Bremen lifted a knuckle to his lower lip and nodded slowly. Dorothy Parks was in her mid-forties but dressed like a much younger woman. This night she wore a man’s shirt, unbuttoned quite low, tucked into a long gaucho skirt. Her boots were at least twenty inches tall. The bracelets on her wrist jingled as she gestured. Her hair was cut short, dyed a red impinging on purple, and moussed into a cockscomb.
“Gail would have wanted you to deal with this denial as quickly as possible and get on with your life, Jeremy. You know that, don’t you?”
He’s listening. Looking at me. Perhaps I should have left that fourth button closed … just be the therapist tonight … worn the gray sweater. Well, shit with that. I’ve seen him looking at me in the lounge. He’s smaller than Darren was … not as strong looking … but that’s not so important. Wonder what he’s like in bed?
Images of a sandy-haired man … Darren … sliding his cheek lower on her belly .

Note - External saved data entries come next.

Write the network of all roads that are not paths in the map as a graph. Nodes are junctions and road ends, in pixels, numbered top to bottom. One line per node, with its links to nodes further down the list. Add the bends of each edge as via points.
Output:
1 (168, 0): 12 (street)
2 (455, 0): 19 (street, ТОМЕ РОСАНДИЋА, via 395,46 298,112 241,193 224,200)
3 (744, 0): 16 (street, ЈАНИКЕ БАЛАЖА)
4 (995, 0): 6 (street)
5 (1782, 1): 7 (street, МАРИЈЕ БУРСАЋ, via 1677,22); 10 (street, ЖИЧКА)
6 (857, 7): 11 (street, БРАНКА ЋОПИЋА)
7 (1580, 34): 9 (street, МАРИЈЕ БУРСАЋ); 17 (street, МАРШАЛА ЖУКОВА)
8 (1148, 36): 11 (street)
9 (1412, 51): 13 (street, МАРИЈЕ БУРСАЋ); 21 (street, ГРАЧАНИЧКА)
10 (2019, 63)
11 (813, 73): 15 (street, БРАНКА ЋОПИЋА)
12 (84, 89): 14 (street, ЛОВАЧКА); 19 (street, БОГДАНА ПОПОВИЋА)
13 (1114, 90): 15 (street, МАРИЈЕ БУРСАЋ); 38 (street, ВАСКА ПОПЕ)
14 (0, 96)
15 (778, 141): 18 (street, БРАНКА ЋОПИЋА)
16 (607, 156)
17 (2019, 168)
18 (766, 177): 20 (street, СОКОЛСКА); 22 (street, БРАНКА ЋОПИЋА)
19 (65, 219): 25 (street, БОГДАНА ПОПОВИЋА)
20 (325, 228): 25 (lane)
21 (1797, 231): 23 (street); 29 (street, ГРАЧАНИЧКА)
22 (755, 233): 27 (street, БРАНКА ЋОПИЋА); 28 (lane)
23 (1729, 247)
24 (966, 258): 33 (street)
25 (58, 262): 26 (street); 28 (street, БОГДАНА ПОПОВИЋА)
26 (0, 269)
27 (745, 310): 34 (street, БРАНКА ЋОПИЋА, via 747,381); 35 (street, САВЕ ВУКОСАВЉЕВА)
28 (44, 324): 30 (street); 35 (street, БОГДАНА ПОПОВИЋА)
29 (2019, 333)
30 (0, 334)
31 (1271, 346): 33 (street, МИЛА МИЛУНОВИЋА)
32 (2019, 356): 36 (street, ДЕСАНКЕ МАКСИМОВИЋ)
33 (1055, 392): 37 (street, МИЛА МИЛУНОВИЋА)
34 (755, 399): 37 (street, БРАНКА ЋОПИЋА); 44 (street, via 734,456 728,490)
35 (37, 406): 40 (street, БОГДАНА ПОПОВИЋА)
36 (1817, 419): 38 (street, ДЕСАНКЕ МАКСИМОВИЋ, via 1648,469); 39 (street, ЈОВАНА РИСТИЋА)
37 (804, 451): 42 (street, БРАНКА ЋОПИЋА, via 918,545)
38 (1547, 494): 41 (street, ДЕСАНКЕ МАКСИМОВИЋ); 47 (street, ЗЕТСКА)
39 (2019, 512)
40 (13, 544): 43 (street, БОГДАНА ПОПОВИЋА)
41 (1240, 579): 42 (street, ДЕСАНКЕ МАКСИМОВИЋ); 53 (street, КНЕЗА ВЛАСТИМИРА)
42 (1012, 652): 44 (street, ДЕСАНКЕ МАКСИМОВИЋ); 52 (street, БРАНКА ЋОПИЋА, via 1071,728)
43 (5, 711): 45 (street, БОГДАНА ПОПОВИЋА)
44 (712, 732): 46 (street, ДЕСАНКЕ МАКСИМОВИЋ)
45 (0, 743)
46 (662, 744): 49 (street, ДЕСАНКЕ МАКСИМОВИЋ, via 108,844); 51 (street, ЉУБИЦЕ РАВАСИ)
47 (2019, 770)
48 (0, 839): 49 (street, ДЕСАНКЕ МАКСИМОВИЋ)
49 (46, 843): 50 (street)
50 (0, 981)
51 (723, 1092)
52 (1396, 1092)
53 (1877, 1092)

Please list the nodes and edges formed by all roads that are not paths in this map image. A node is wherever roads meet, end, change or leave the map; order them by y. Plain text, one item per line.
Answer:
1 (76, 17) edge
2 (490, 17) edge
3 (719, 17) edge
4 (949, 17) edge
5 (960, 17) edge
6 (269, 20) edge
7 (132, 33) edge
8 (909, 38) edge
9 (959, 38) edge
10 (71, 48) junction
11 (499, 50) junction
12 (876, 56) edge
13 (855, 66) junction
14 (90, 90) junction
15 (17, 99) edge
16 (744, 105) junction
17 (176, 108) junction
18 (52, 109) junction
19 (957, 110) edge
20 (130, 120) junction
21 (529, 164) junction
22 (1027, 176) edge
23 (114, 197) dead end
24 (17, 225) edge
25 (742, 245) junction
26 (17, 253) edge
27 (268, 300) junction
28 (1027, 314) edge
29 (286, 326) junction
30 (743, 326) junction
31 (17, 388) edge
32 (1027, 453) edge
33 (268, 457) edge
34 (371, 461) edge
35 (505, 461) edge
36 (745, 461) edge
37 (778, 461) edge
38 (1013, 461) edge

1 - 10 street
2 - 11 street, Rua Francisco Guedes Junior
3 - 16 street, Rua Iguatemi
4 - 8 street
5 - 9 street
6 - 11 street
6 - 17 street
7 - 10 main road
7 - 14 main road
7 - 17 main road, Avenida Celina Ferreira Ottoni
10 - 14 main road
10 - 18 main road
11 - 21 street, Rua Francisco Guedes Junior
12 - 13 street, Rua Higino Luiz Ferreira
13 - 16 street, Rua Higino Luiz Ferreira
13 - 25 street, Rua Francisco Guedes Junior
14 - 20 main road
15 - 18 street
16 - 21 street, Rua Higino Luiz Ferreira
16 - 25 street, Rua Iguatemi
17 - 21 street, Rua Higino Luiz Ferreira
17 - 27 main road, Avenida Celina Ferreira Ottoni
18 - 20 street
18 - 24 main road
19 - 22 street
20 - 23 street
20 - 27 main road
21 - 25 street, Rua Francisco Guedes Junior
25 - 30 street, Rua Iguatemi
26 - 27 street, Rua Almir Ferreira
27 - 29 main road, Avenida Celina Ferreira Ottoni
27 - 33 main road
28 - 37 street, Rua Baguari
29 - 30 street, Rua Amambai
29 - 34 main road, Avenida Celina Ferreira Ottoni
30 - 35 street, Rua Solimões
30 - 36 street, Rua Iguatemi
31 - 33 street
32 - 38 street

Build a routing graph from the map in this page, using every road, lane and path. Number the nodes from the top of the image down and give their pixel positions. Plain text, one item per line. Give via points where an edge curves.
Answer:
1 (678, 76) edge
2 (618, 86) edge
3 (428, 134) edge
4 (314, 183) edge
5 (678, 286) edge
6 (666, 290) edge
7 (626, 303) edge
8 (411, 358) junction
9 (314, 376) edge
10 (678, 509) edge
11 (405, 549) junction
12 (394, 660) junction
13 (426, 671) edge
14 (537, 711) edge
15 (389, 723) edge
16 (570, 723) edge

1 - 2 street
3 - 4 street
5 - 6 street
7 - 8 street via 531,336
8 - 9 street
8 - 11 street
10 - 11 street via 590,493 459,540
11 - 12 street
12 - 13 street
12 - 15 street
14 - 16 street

It’s okay, he can learn what I like. Wonder where the bedroom is here? Second floor somewhere. No, my place … no, better a neutral place the first time. Clock ticking. Biological clock. Shit, whatever man came up with that phrase ought to have his balls cut off .
“… important that you share feelings with your friends, with someone close,” she was saying. “Denial can only go on for so long before it turns the pain inward. You’ll promise you’ll call? Talk?”